Sophie Wahnich, tout comme Hobsbawm, souligne combien c’est en 1989 à l’occasion du bicentenaire de la Révolution Française – mais aussi la date de l’effondrement du « bloc soviétique » - que la contestation de l’héritage révolutionnaire va s’intensifier et s’étendre progressivement à la Révolution dans son ensemble. Une des explications se trouve dans l’histoire de la réception des idées révolutionnaires et dans les conséquences qu’elles auront car «ce qui a maintenu en vie la Révolution française en tant que point de repère politique, lui donnant ainsi un second souffle, fut sa place dans les débats internes de la Russie soviétique ». Ce n’est donc pas un hasard si, après la diabolisation totale de la Révolution de 1917, on s’attaque à ce qui fut son modèle principal. C’est ainsi qu’après Livre noir du communisme[6] on retrouve quelqu’un comme Stéphane Courtois parmi les auteurs du Livre noir de la Révolution française[7]. Ce gros livre est intéressant à plus d’un titre. Publié par la très catholique maison d’édition du Cerf, il constitue un réquisitoire à charge de l’ensemble de la Révolution française reprenant tous les arguments habituels, parfois même de manière caricaturale comme avec le texte du Père Jean Charles-Roux consacré au Dauphin et qui ne comprend pas la moindre mention d’une source justifiant le propos. Le livre réhabilite bien entendu les Vendéens, dénonce la confiscation des biens de l’Eglise… mais va plus loin car dans sa deuxième partie il remet en avant une série d’auteurs contre-révolutionnaire comme Jacques Bainville et Charles Maurras. Le propos est d’ailleurs clair dès l’avant-propos puisque les idées de ces auteurs y sont présentées comme éclairant « les temps totalitaires et démocratiques d’une manière aussi inattendue que pertinente ».

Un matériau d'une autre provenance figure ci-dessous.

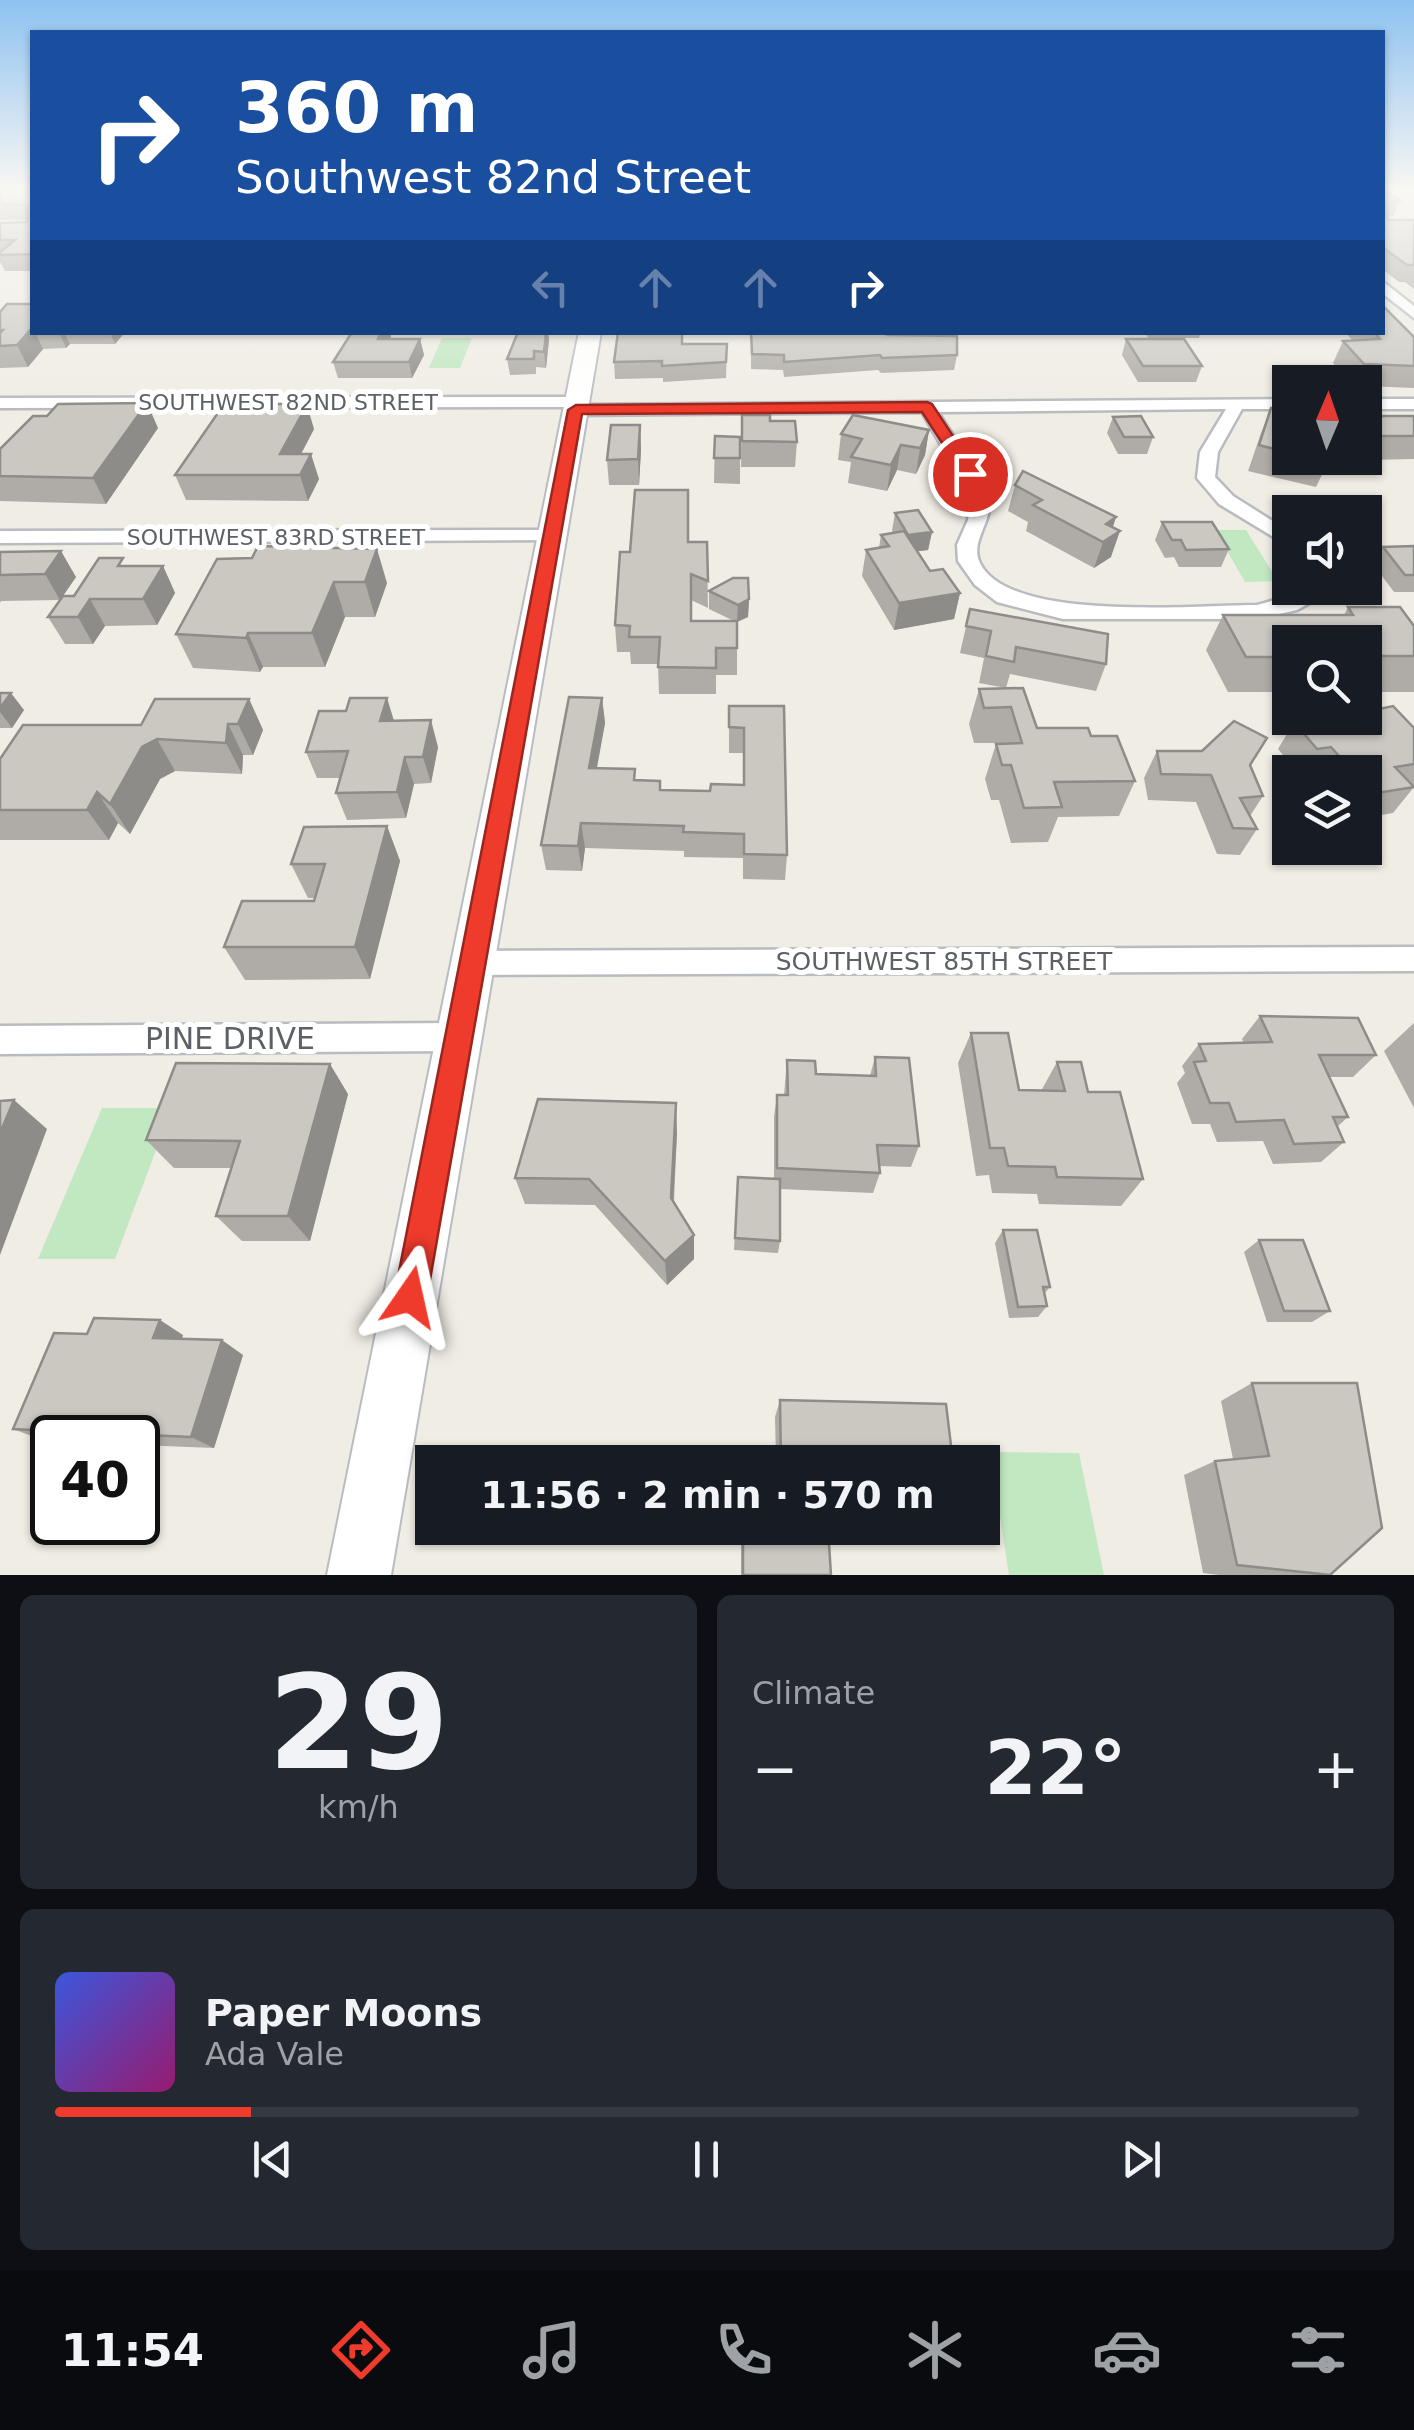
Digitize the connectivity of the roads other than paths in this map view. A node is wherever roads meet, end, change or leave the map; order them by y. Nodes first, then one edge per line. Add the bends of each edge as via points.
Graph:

Ce livre n’est malheureusement pas anecdotique mais au contraire significatif et illustratif d’une production littéraire et historique qu’analyse Hobsbawm dans la troisième partie de son livre. Il s’agit donc bien d’une offensive idéologique qui vise, à travers des positionnements moraux décontextualisés faisant fi de l’Histoire au profit d’histoires[8], à contester les épisodes historiques qui visaient à émanciper le peuple. « Je ne doute pas que le jour où les causes de la Seconde Guerre mondiale ne seront plus identifiables, on écrira de merveilleuses histoires pleines de talent et d’amertume, parlant à son sujet de catastrophe inutile ayant causé plus de morts et de destructions que la Première Guerre, pour un résultat peu éloigné de ce qui aurait de toute façon fini par arriver. Il est évidemment plus facile d’envisager de tels événements si l’on ne cherche pas à les comprendre, ou si l’on ne se sent pas concerné par leur histoire. »[9]. Et posons-nous la question : n’est-on pas déjà très proche de ce jour quand on voit l’importance donnée au 8 mai en Belgique ou le vote au parlement européen ce 2 avril 2009 par 553 votes pour (dont les partis verts et la quasi totalités des sociaux-démocrates), 44 contre et 33 absentions d’une résolution réhabilitant les vaincus de la seconde guerre mondiale, soit les Fascistes de tout bord, et condamnant une des composantes du camp des vainqueurs, soit les Communistes ?

Mais de manière plus globale, n’est-ce pas la place du peuple et de sa possibilité de maîtriser son destin qui est la vraie question au cœur de ces remises en causes ? Ne serait-ce pas cet aspect qui explique le rejet et la condamnation des périodes où il joua un rôle de premier plan ? Est-ce tellement un hasard si ce type de livre arrive à une époque où l’on préfère la « gouvernance » et les « technocrates » à un approfondissement de la démocratie ? Cela nous ramène à l’analyse d’Annie Collovald de la notion de populisme : « (…) Avec le populisme, il est bien question du peuple, mais d’un peuple réduit au statut de problème et refait par les préjugés d’une élite sociale et pour les besoins de la cause néolibérale qui projette la construction d’un avenir radieux, conduit par la mondialisation des logiques financières, contrôlé par des experts (…) Le peuple doit être méprisé et méprisable pour que se réalise l’utopie conservatrice du néolibéralisme rêvant d’une démocratie dépeuplée et réservée à une étroite élite « capacitaire » »[10]. Pour conclure, nous poserons donc la question de savoir si cette offensive idéologique contre la Révolution Française, qui ne se limite plus à sa période la plus radicale, n’est pas tout simplement une offensive contre la Démocratie. Car, pour reprendre la conclusion du livre de Zeev Sternhell déjà cité : « Pour éviter à l’homme du XXIe siècle de sombrer dans un nouvel âge glacé de la résignation, la vision prospective créée par les Lumières d’un individu acteur de son présent, voire de son avenir, reste irremplaçable »[11]

NOTES

[1] Hobsbawm, Eric J. Aux armes historiens. Deux siècles d’histoire de la Révolution française, Paris, La découverte, 2007, p.122.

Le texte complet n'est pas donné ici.